Note ranking

Birdwatch notes are submitted and rated by contributors. Ratings are used to determine Note Status (e.g. “Currently Rated Helpful”), which notes are displayed on each of the Birdwatch Site’s timelines, and which notes are displayed as Birdwatch Cards on the Twitter timelines.

To help people understand how Birdwatch’s ranking system works, the sections below explain how notes are assigned these statuses, ranked, and displayed.

Helpful Ranking Mapping

When rating notes, Birdwatch contributors answer the question “Is this note helpful?” Answers to that question are then used to rank notes. When Birdwatch launched in January 2021, people could answer yes or no to that question. An update on June 30, 2021 allows people to choose between yes, somewhat and no. We map these responses to continuous values from 0.0 to 1.0, hereafter referred to as helpful scores:

  • Yes maps to 1.0
  • Somewhat maps to 0.5.
  • No maps to 0.0.
  • Yes from the original 2-option version of the rating form maps to 1.0.
  • No from the original 2-option version of the rating form maps to 0.0.

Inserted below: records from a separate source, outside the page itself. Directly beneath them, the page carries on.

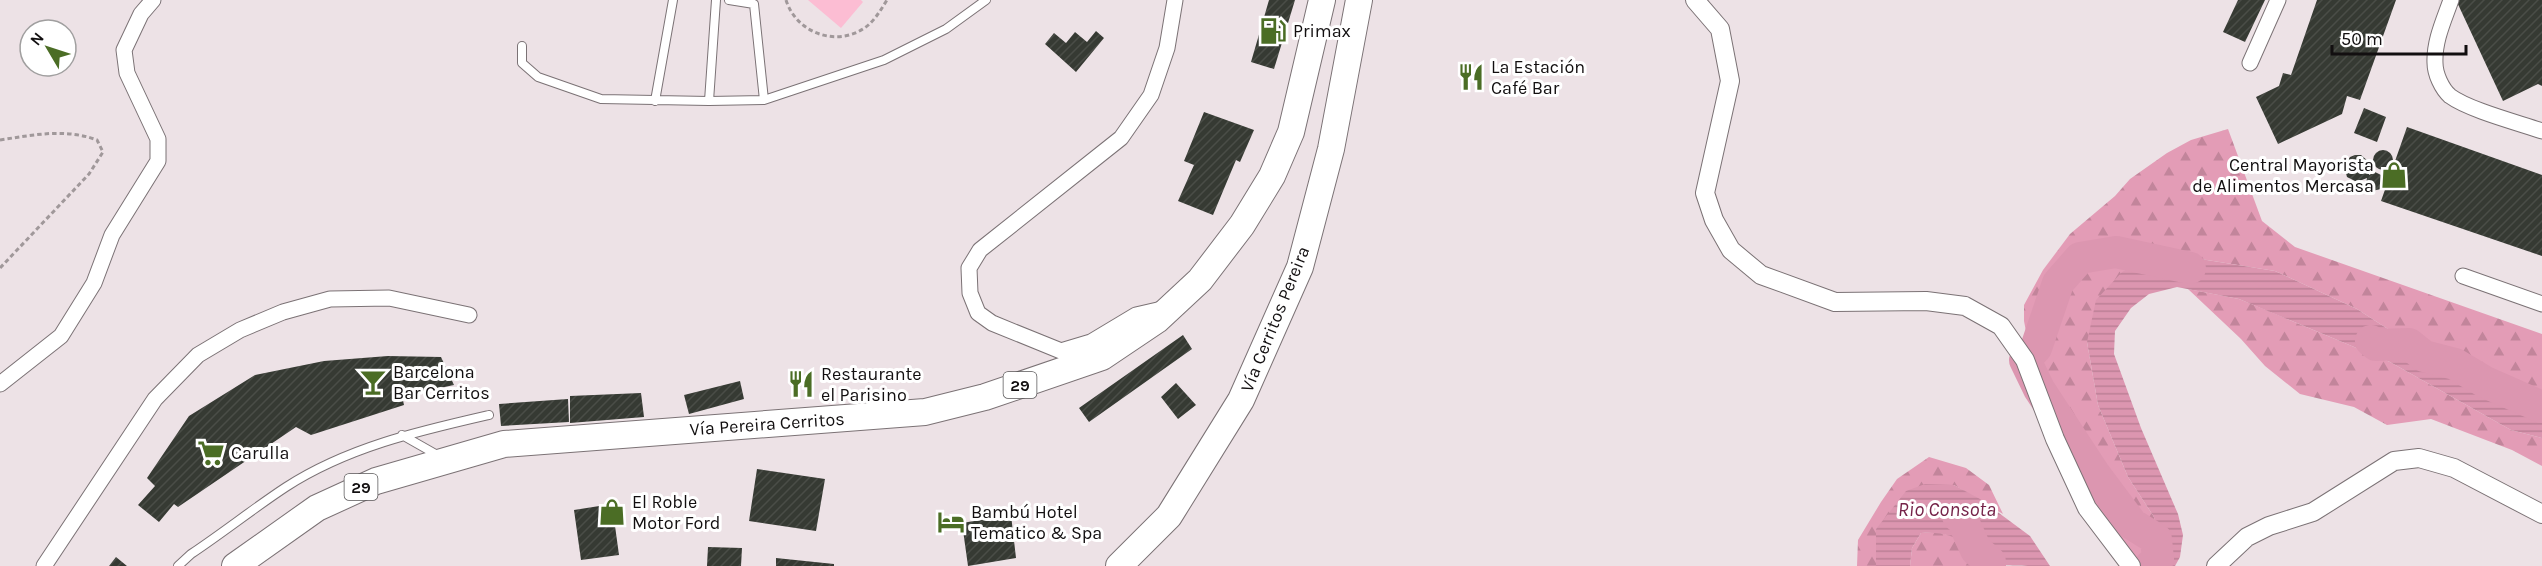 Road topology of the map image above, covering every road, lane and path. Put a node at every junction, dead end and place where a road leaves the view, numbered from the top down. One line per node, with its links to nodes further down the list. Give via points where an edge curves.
1 (153, 0): 26 (street, via 141,14 124,50 127,73 158,139 158,161 112,235 94,283 61,336)
2 (673, 0): 17 (lane)
3 (716, 0): 18 (lane)
4 (729, 0): 16 (lane, via 754,4)
5 (786, 0): 6 (path, via 804,26 839,37 863,29)
6 (887, 0)
7 (986, 0): 16 (lane, via 946,29 884,60)
8 (1175, 0): 24 (street, via 1167,48 1150,95 1121,138 980,250 969,268 970,292 978,313 992,323 1061,351 1091,342 1136,315)
9 (1322, 0): 24 (highway, Vía Pereira Cerritos / 29, via 1292,132 1272,176 1242,225 1200,280)
10 (1359, 0): 37 (highway, Vía Cerritos Pereira, via 1331,149 1300,267 1241,400 1169,516)
11 (1695, 0): 32 (street, via 1720,29 1730,81 1705,193 1714,220 1731,250 1761,275 1836,302 1926,301 1965,306 2001,326 2025,360 2086,508)
12 (2278, 0): 15 (street)
13 (2451, 0): 19 (street, via 2437,40 2435,64 2441,84 2450,96)
14 (522, 46): 17 (lane, via 522,63 538,77 601,99)
15 (2250, 63)
16 (764, 100): 18 (lane)
17 (655, 101): 18 (lane)
18 (709, 102)
19 (2542, 131)
20 (0, 140): 21 (path, via 47,133 80,134 97,140 103,152 89,174)
21 (0, 268)
22 (2463, 276): 23 (street)
23 (2542, 304)
24 (1173, 306): 29 (highway, Vía Pereira Cerritos / 29, via 1101,357 985,397 925,412 504,444)
25 (469, 315): 33 (street, via 389,298 330,299 283,312 240,330 198,355 155,399)
26 (0, 384)
27 (489, 415): 28 (lane)
28 (402, 435): 29 (lane); 31 (lane, via 347,456 287,486)
29 (446, 460): 36 (highway, Vía Pereira Cerritos / 29, via 376,481 317,508)
30 (2542, 514): 38 (street, via 2454,468 2419,458 2394,461 2313,512 2247,537)
31 (191, 554): 34 (lane); 35 (lane)
32 (2130, 565)
33 (45, 566)
34 (178, 566)
35 (183, 566)
36 (235, 566)
37 (1119, 566)
38 (2216, 566)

Specific values in the mapping may change, particularly once the somewhat option has been available for a period of time, and data exists about how it’s used relative to yes and no responses.

Note Status

All Birdwatch notes start out with the Needs More Ratings status until they receive at least 5 total ratings and at least 2 weighted ratings (the sum of the Combined Helpfulness Scores of the raters that rated the note, where Combined Helpfulness Scores are between 0 and 1).

Then, Birdwatch computes a Note Helpfulness Score for each note, which is the average helpful score from ratings on that note, where each rating is weighted by the Combined Helpfulness Scores of the rater.

Notes with a Note Helpfulness Score of 0.29 and below are assigned Currently Not Rated Helpful, and notes with a score of 0.84 and above are assigned Currently Rated Helpful. Notes with scores in between 0.29 and 0.84 remain labeled as Needs more Ratings.

In addition to Currently Rated / Not Rated Helpful status, labels also show the most commonly chosen reasons why it is helpful/unhelpful. To break ties between reasons that are chosen an equal number of times by raters, we pick the reason that is used least frequently by Birdwatch raters in general (with the exception of other, which loses all tiebreaks).

Notes with the status Needs More Ratings remain sorted by recency (newest first), and notes with a Currently Rated / Not Rated Helpful status are sorted by their Helpfulness Score.

This ranking mechanism is knowingly imperfect, and we are actively developing it with the aim that Birdwatch consistently identifies notes that are found helpful to people from a wide variety of perspectives.

During the pilot, rating statuses are only computed at periodic intervals, so there is a time delay from when a note meets the Currently Rated / Not Rated Helpful criteria and when that designation appears on the Birdwatch site. This delay allows Birdwatch to collect a set of independent ratings from people who haven’t yet been influenced by seeing status annotations on certain notes.

Combined Helpfulness Score

At a high level, Combined Helpfulness Scores are a way to give more weight to people whose contributions are consistently found helpful by others:

  • If you write notes that people consistently find helpful, the ratings you give other notes will have greater weight.
  • If the ratings you give often align with the ultimate rating outcome from the community, your ratings will have greater weight.

Each Birdwatch contributor earns an Author Helpfulness Score score, and a Rater Helpfulness Score. These two scores, in turn, are averaged together into a Combined Helpfulness Score, which is used to weight the ratings that each contributor gives to notes. The purpose of using Combined Helpfulness Score is to give more influence to contributors who have a track record of helpful contributions.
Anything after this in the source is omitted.